→ **TASK REQUIREMENTS**: Would you write out all of the data exactly as it appears below?

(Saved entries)
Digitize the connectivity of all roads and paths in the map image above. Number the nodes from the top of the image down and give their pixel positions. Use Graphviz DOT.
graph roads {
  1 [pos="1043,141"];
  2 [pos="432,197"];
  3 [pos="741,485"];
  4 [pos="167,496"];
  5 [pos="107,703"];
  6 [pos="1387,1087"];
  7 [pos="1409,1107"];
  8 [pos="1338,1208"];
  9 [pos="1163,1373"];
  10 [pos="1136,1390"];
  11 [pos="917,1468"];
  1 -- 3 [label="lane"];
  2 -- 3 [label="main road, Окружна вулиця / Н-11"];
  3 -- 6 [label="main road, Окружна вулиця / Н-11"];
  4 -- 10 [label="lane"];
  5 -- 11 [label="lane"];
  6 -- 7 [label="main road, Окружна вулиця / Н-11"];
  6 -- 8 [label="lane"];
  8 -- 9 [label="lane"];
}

→ **RESULT OF THIS EXERCISE**:
Digitize the connectivity of all roads and paths in the map image above. Number the nodes from the top of the image down and give their pixel positions. Use Graphviz DOT.
graph roads {
  1 [pos="1043,141"];
  2 [pos="432,197"];
  3 [pos="741,485"];
  4 [pos="167,496"];
  5 [pos="107,703"];
  6 [pos="1387,1087"];
  7 [pos="1409,1107"];
  8 [pos="1338,1208"];
  9 [pos="1163,1373"];
  10 [pos="1136,1390"];
  11 [pos="917,1468"];
  1 -- 3 [label="lane"];
  2 -- 3 [label="main road, Окружна вулиця / Н-11"];
  3 -- 6 [label="main road, Окружна вулиця / Н-11"];
  4 -- 10 [label="lane"];
  5 -- 11 [label="lane"];
  6 -- 7 [label="main road, Окружна вулиця / Н-11"];
  6 -- 8 [label="lane"];
  8 -- 9 [label="lane"];
}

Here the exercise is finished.